Khörghiin Khöndii (Valle dei ritratti)
Quaranta chilometri a nord-est di Dariganga, ci si imbatte nella Khörghiin Khöndii, una valle popolata da una dozzina di antiche statue (erette qui ben prima del grande Chinggis). Alcune sembrerebbero delle donne nude, con scarpe e cappello.
La loro funzione e perfino il loro sesso fa accapigliare gli studiosi: per alcuni infatti si tratta di ritratti in pietra di boriosi notabili della regione. Secondo altri, si tratta di statue commemorative, costruite per ricordare le tante donne morte di crepacuore.
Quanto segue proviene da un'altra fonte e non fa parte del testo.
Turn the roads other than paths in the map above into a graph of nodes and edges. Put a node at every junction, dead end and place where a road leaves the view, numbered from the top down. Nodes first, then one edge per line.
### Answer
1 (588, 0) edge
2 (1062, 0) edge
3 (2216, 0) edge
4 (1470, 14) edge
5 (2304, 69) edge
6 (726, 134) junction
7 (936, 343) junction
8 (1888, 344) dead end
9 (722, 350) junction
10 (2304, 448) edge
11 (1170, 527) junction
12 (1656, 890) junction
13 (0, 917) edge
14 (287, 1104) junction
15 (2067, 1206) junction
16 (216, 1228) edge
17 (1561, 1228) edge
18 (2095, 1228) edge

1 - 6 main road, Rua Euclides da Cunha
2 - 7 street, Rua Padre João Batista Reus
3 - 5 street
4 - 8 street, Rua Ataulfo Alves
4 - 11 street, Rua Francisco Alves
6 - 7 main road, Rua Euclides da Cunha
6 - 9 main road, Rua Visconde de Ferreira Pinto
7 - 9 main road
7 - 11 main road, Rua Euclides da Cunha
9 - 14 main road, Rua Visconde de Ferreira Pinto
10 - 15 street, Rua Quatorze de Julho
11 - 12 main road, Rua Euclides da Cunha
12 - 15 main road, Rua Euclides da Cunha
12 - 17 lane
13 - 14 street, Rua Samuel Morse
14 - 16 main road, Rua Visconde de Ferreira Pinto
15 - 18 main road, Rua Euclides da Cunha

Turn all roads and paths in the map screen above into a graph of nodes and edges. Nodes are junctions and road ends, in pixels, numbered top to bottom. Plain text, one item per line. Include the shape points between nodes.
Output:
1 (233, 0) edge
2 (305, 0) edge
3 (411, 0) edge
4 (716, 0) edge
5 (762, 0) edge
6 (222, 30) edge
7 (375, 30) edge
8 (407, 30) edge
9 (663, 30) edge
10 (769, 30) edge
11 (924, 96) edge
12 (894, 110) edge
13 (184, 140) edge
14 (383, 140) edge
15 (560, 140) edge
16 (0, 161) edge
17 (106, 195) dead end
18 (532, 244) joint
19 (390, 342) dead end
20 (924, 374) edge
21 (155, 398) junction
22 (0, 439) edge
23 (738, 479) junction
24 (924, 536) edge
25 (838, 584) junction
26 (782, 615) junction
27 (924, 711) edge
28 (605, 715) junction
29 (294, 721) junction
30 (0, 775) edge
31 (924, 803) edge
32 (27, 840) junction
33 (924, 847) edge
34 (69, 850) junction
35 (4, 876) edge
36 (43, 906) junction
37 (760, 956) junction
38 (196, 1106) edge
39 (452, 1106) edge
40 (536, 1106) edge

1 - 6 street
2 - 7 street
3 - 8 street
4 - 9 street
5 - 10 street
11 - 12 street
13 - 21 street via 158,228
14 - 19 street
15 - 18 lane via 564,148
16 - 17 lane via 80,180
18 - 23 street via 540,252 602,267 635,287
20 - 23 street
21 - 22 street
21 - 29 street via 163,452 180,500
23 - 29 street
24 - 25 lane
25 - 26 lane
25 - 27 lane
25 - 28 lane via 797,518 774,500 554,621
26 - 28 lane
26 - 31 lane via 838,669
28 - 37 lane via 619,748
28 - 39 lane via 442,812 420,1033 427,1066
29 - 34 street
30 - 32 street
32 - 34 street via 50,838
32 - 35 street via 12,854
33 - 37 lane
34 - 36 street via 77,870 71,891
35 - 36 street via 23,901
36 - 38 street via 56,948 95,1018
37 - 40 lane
Pare infatti che le ragazze scontente del matrimonio preferissero gettarsi in un crepaccio, piuttosto che dividere la gher con un uomo che non amavano. Forse anche per questo alle signore è proibito salire sulle montagne. Notabili influenti o infelici Bovary, le statue sono però ben mimetizzate nel paesaggio, ed è meglio farsi aiutare dal driver per vederle tutte. A due chilometri si può fare una sosta per ammirare il bel canyon Bichigtiin Shakhaa.